== REQUIREMENT ==
List each line of the data in which the string "ЛУЧИНСЬКОГО" appears.

== EXTRACTED RECORDS ==
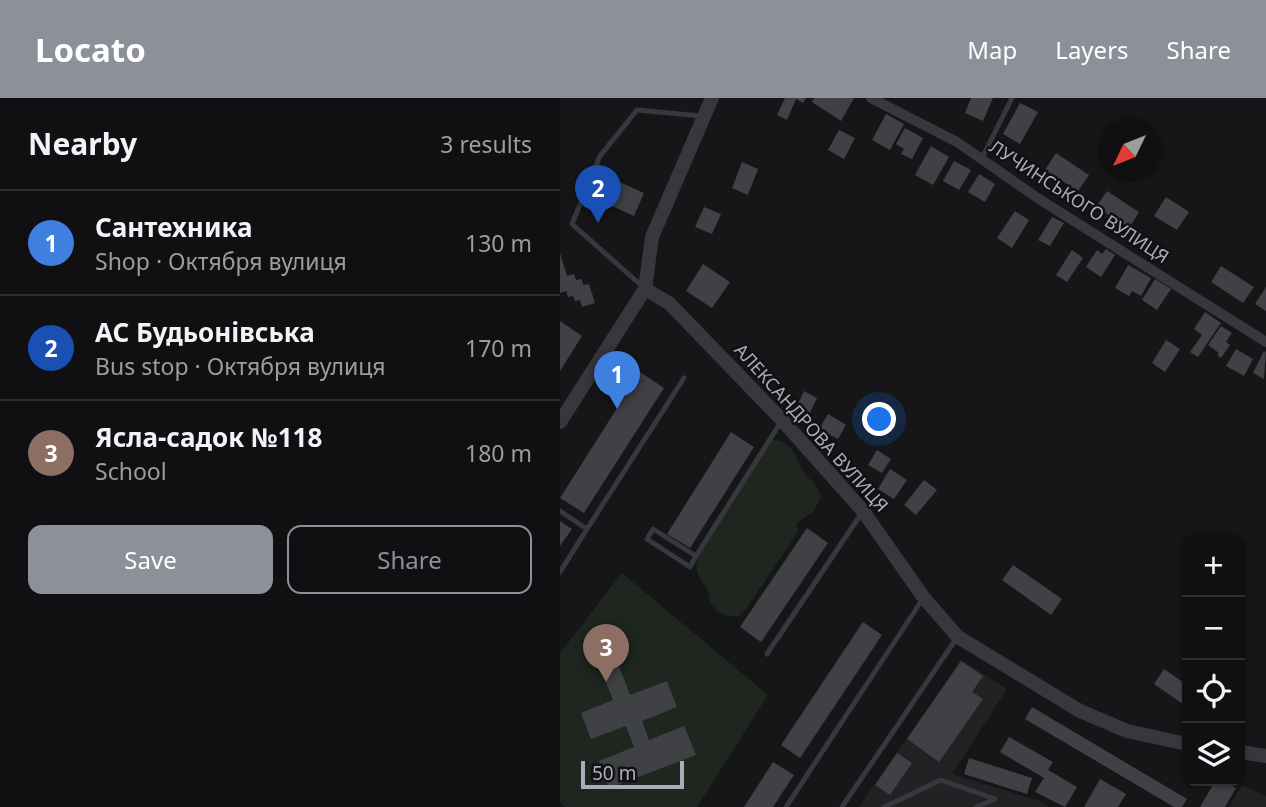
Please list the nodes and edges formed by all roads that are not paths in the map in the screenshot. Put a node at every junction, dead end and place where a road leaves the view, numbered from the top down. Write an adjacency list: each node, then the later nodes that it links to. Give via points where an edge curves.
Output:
1 (712, 98): 4 (street)
2 (871, 98): 5 (street, ЛУЧИНСЬКОГО ВУЛИЦЯ, via 957,142)
3 (1012, 98): 5 (lane)
4 (705, 117): 6 (street, via 652,237); 6 (lane, via 637,110 600,156 572,224)
5 (981, 160): 7 (street, ЛУЧИНСЬКОГО ВУЛИЦЯ)
6 (645, 289): 9 (street, АЛЕКСАНДРОВА ВУЛИЦЯ, via 669,303); 10 (street)
7 (1266, 342)
8 (684, 378): 13 (lane)
9 (782, 420): 12 (street, АЛЕКСАНДРОВА ВУЛИЦЯ); 14 (lane)
10 (560, 422)
11 (560, 511): 13 (lane)
12 (863, 511): 16 (street, АЛЕКСАНДРОВА ВУЛИЦЯ); 18 (lane)
13 (587, 529): 15 (lane)
14 (696, 556): 14 (lane, via 690,567 646,539 653,529)
15 (560, 572)
16 (924, 597): 17 (street, АЛЕКСАНДРОВА ВУЛИЦЯ); 23 (lane)
17 (958, 637): 19 (street, АЛЕКСАНДРОВА ВУЛИЦЯ, via 1080,710 1127,731); 24 (lane)
18 (767, 654)
19 (1182, 743)
20 (1245, 753): 21 (street)
21 (1266, 756)
22 (886, 806): 25 (lane, via 940,780 995,799)
23 (786, 807)
24 (842, 807)
25 (976, 807)

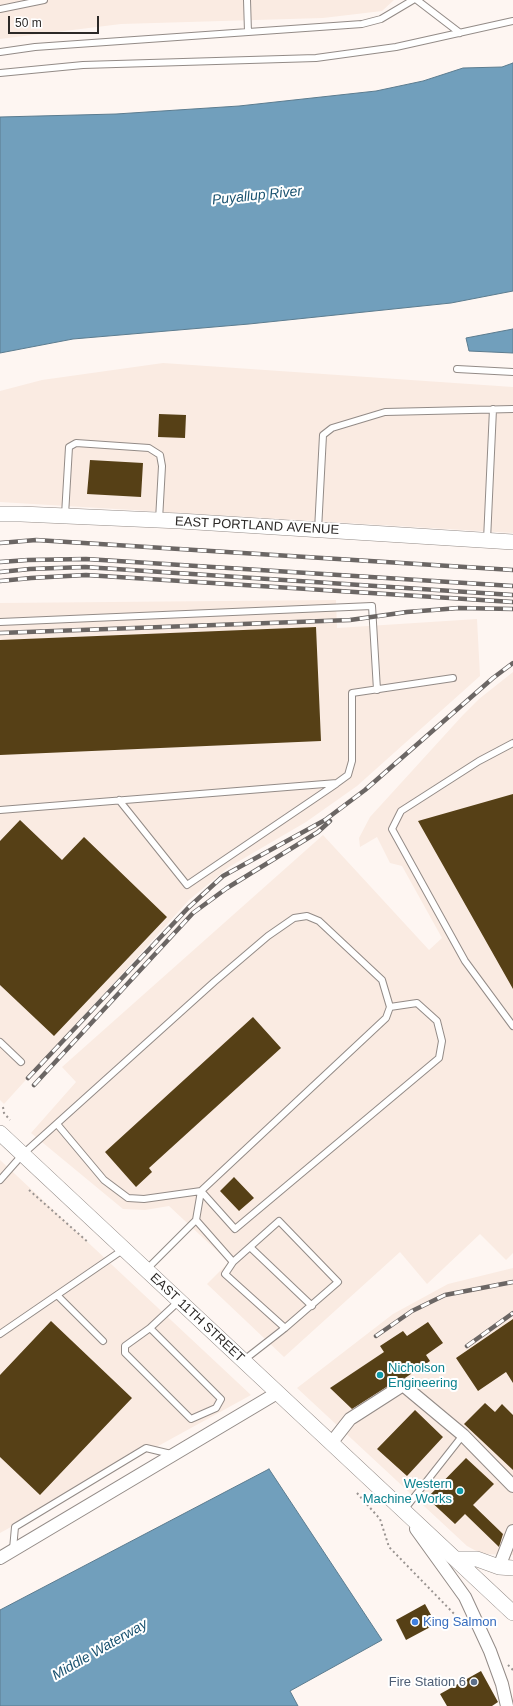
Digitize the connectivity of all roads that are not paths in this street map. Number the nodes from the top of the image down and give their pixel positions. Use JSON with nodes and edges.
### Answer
{"nodes":[{"id":1,"x":44,"y":0,"type":"edge"},
{"id":2,"x":247,"y":0,"type":"edge"},
{"id":3,"x":414,"y":0,"type":"edge"},
{"id":4,"x":417,"y":0,"type":"edge"},
{"id":5,"x":0,"y":9,"type":"edge"},
{"id":6,"x":513,"y":21,"type":"edge"},
{"id":7,"x":248,"y":32,"type":"junction"},
{"id":8,"x":460,"y":33,"type":"junction"},
{"id":9,"x":0,"y":52,"type":"edge"},
{"id":10,"x":0,"y":73,"type":"edge"},
{"id":11,"x":457,"y":369,"type":"dead end"},
{"id":12,"x":513,"y":372,"type":"edge"},
{"id":13,"x":493,"y":409,"type":"junction"},
{"id":14,"x":513,"y":409,"type":"edge"},
{"id":15,"x":0,"y":514,"type":"edge"},
{"id":16,"x":65,"y":516,"type":"junction"},
{"id":17,"x":159,"y":520,"type":"junction"},
{"id":18,"x":318,"y":530,"type":"junction"},
{"id":19,"x":488,"y":540,"type":"junction"},
{"id":20,"x":513,"y":542,"type":"edge"},
{"id":21,"x":0,"y":622,"type":"edge"},
{"id":22,"x":453,"y":678,"type":"dead end"},
{"id":23,"x":377,"y":690,"type":"junction"},
{"id":24,"x":513,"y":743,"type":"edge"},
{"id":25,"x":338,"y":783,"type":"junction"},
{"id":26,"x":119,"y":800,"type":"junction"},
{"id":27,"x":0,"y":810,"type":"edge"},
{"id":28,"x":390,"y":1007,"type":"junction"},
{"id":29,"x":513,"y":1026,"type":"edge"},
{"id":30,"x":0,"y":1042,"type":"edge"},
{"id":31,"x":21,"y":1062,"type":"dead end"},
{"id":32,"x":57,"y":1124,"type":"junction"},
{"id":33,"x":0,"y":1132,"type":"edge"},
{"id":34,"x":23,"y":1154,"type":"junction"},
{"id":35,"x":0,"y":1180,"type":"edge"},
{"id":36,"x":201,"y":1191,"type":"junction"},
{"id":37,"x":196,"y":1220,"type":"junction"},
{"id":38,"x":250,"y":1247,"type":"junction"},
{"id":39,"x":124,"y":1249,"type":"junction"},
{"id":40,"x":233,"y":1262,"type":"junction"},
{"id":41,"x":146,"y":1270,"type":"junction"},
{"id":42,"x":56,"y":1296,"type":"junction"},
{"id":43,"x":179,"y":1301,"type":"junction"},
{"id":44,"x":312,"y":1306,"type":"junction"},
{"id":45,"x":150,"y":1328,"type":"junction"},
{"id":46,"x":285,"y":1328,"type":"junction"},
{"id":47,"x":1,"y":1332,"type":"edge"},
{"id":48,"x":103,"y":1341,"type":"dead end"},
{"id":49,"x":243,"y":1362,"type":"junction"},
{"id":50,"x":277,"y":1393,"type":"junction"},
{"id":51,"x":462,"y":1435,"type":"junction"},
{"id":52,"x":332,"y":1442,"type":"junction"},
{"id":53,"x":173,"y":1455,"type":"junction"},
{"id":54,"x":513,"y":1486,"type":"edge"},
{"id":55,"x":400,"y":1506,"type":"junction"},
{"id":56,"x":513,"y":1531,"type":"edge"},
{"id":57,"x":13,"y":1550,"type":"junction"},
{"id":58,"x":0,"y":1558,"type":"edge"},
{"id":59,"x":456,"y":1559,"type":"junction"},
{"id":60,"x":506,"y":1567,"type":"edge"},
{"id":61,"x":508,"y":1599,"type":"edge"},
{"id":62,"x":513,"y":1613,"type":"edge"},
{"id":63,"x":507,"y":1706,"type":"edge"}],
"edges":[{"from":1,"to":5,"type":"lane"},
{"from":2,"to":7,"type":"lane"},
{"from":3,"to":7,"type":"lane"},
{"from":4,"to":8,"type":"lane"},
{"from":6,"to":8,"type":"lane"},
{"from":7,"to":9,"type":"lane"},
{"from":8,"to":10,"type":"lane"},
{"from":11,"to":12,"type":"lane"},
{"from":13,"to":14,"type":"lane"},
{"from":13,"to":18,"type":"lane"},
{"from":13,"to":19,"type":"lane"},
{"from":15,"to":16,"type":"street","name":"EAST PORTLAND AVENUE"},
{"from":16,"to":17,"type":"street","name":"EAST PORTLAND AVENUE"},
{"from":16,"to":17,"type":"lane"},
{"from":17,"to":18,"type":"street","name":"EAST PORTLAND AVENUE"},
{"from":18,"to":19,"type":"street","name":"EAST PORTLAND AVENUE"},
{"from":19,"to":20,"type":"street","name":"EAST PORTLAND AVENUE"},
{"from":21,"to":23,"type":"lane"},
{"from":22,"to":23,"type":"lane"},
{"from":23,"to":25,"type":"lane"},
{"from":24,"to":29,"type":"lane"},
{"from":25,"to":26,"type":"lane"},
{"from":25,"to":26,"type":"lane"},
{"from":26,"to":27,"type":"lane"},
{"from":28,"to":32,"type":"lane"},
{"from":28,"to":36,"type":"lane"},
{"from":28,"to":36,"type":"lane"},
{"from":30,"to":31,"type":"lane"},
{"from":32,"to":34,"type":"lane"},
{"from":32,"to":36,"type":"lane"},
{"from":33,"to":34,"type":"street","name":"EAST 11TH STREET"},
{"from":34,"to":35,"type":"lane"},
{"from":34,"to":39,"type":"street","name":"EAST 11TH STREET"},
{"from":36,"to":37,"type":"lane"},
{"from":37,"to":40,"type":"lane"},
{"from":37,"to":41,"type":"lane"},
{"from":38,"to":40,"type":"lane"},
{"from":38,"to":44,"type":"lane"},
{"from":38,"to":44,"type":"lane"},
{"from":39,"to":41,"type":"street","name":"EAST 11TH STREET"},
{"from":39,"to":42,"type":"lane"},
{"from":40,"to":46,"type":"lane"},
{"from":41,"to":43,"type":"street","name":"EAST 11TH STREET"},
{"from":42,"to":47,"type":"lane"},
{"from":42,"to":48,"type":"lane"},
{"from":43,"to":45,"type":"lane"},
{"from":43,"to":49,"type":"street","name":"EAST 11TH STREET"},
{"from":44,"to":46,"type":"lane"},
{"from":45,"to":45,"type":"lane"},
{"from":46,"to":49,"type":"lane"},
{"from":49,"to":50,"type":"street","name":"EAST 11TH STREET"},
{"from":50,"to":52,"type":"street","name":"EAST 11TH STREET"},
{"from":50,"to":53,"type":"street"},
{"from":51,"to":52,"type":"street"},
{"from":51,"to":54,"type":"street"},
{"from":51,"to":55,"type":"lane"},
{"from":52,"to":55,"type":"street","name":"EAST 11TH STREET"},
{"from":53,"to":57,"type":"street"},
{"from":53,"to":57,"type":"lane"},
{"from":55,"to":59,"type":"street","name":"EAST 11TH STREET"},
{"from":55,"to":63,"type":"street","name":"EAST 11TH STREET"},
{"from":56,"to":60,"type":"street"},
{"from":57,"to":58,"type":"street"},
{"from":59,"to":60,"type":"street"},
{"from":59,"to":61,"type":"street","name":"EAST 11TH STREET"},
{"from":61,"to":62,"type":"street","name":"EAST 11TH STREET"}]}
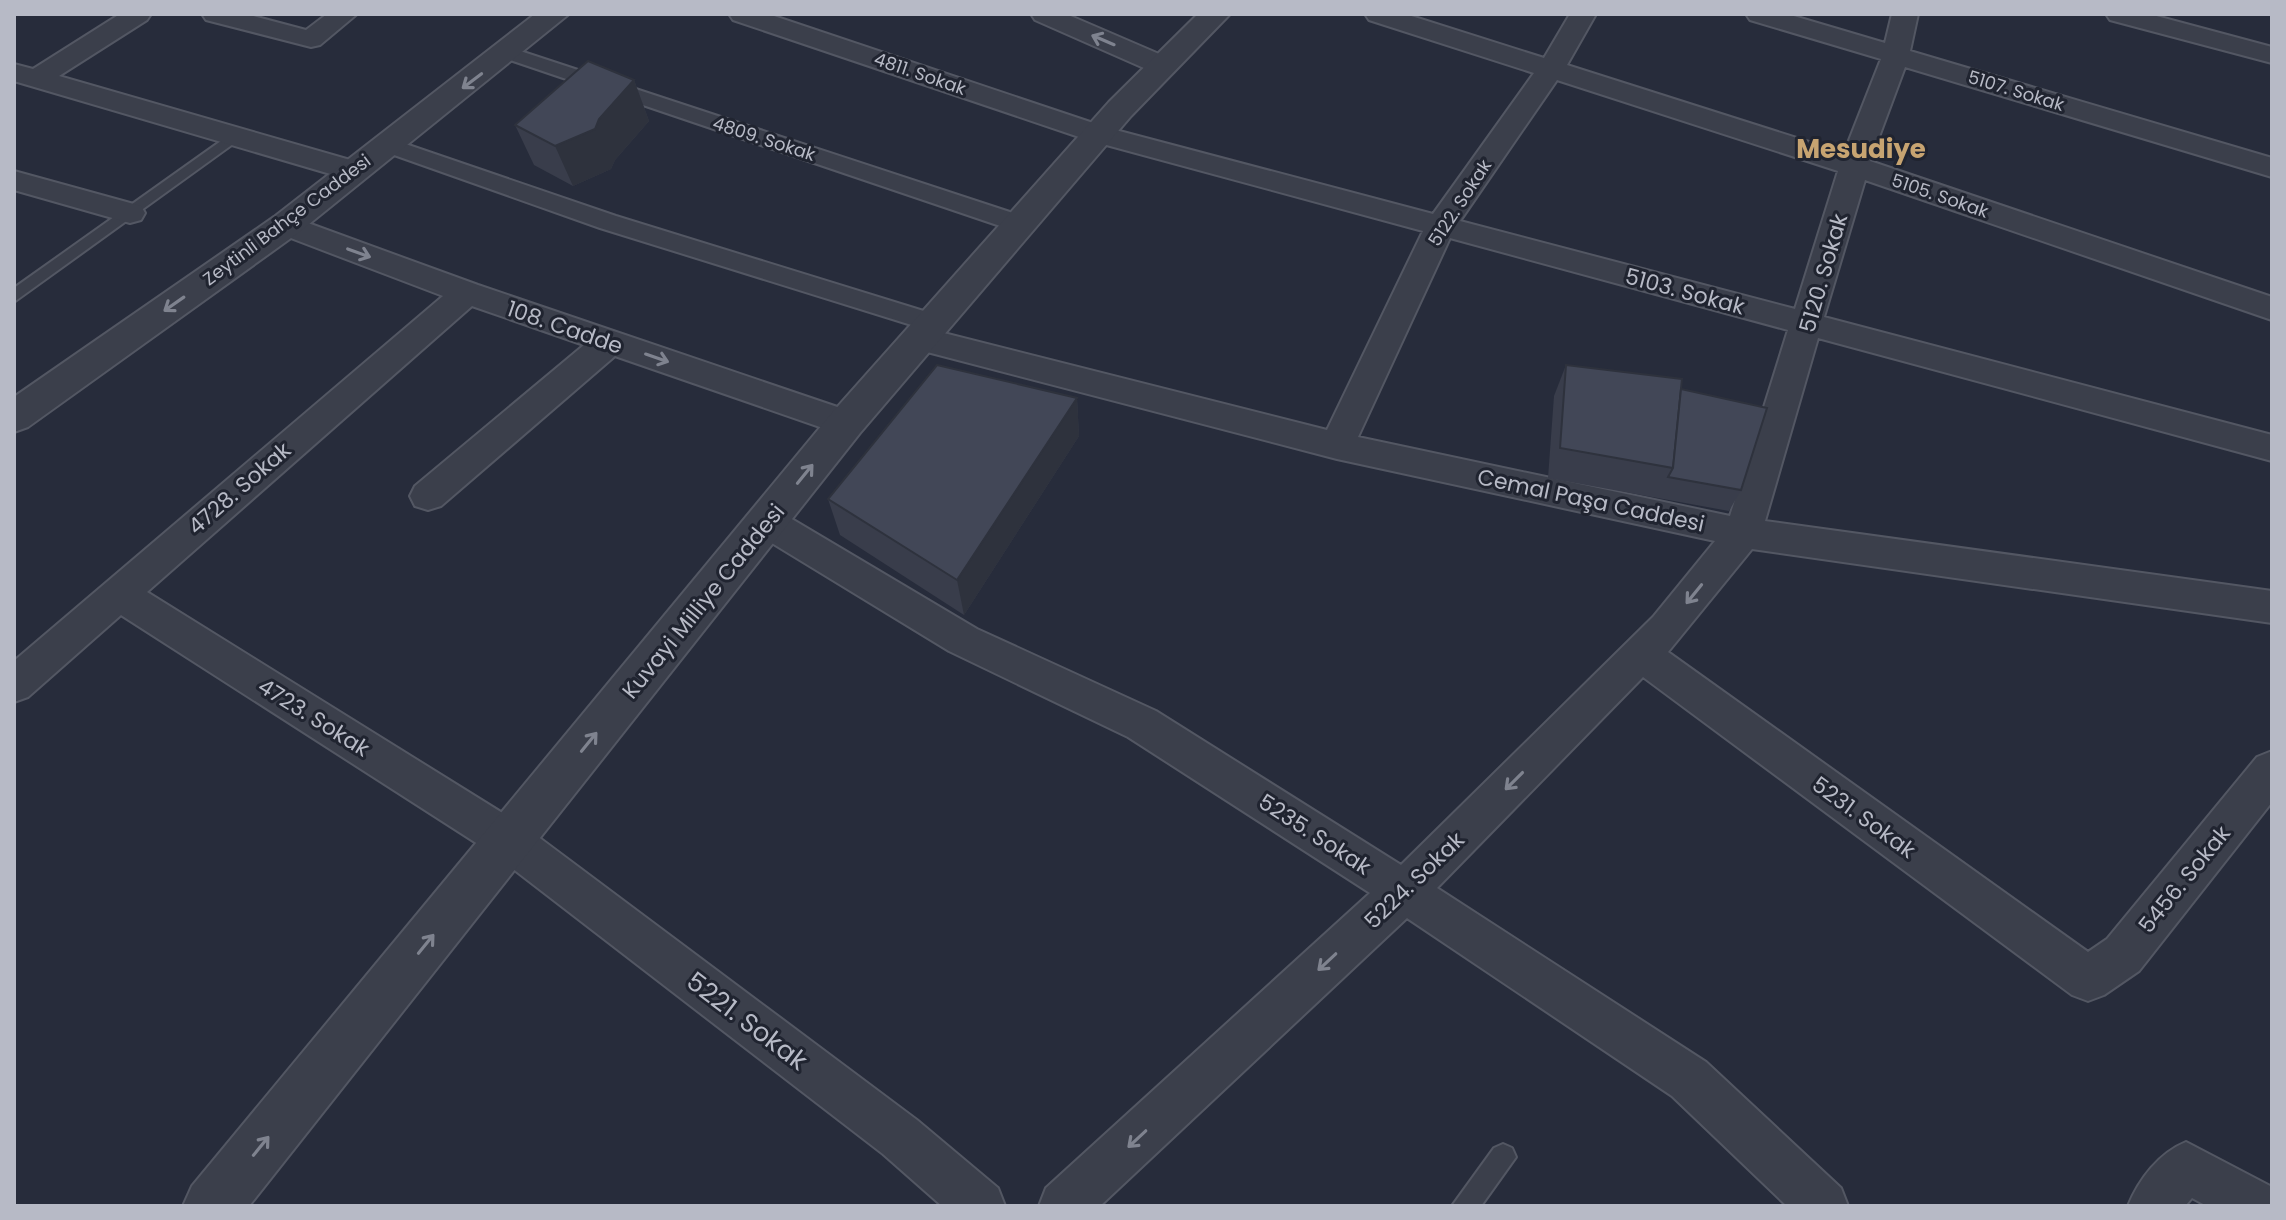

== TASK ANSWER ==
2 (871, 98): 5 (street, ЛУЧИНСЬКОГО ВУЛИЦЯ, via 957,142)
5 (981, 160): 7 (street, ЛУЧИНСЬКОГО ВУЛИЦЯ)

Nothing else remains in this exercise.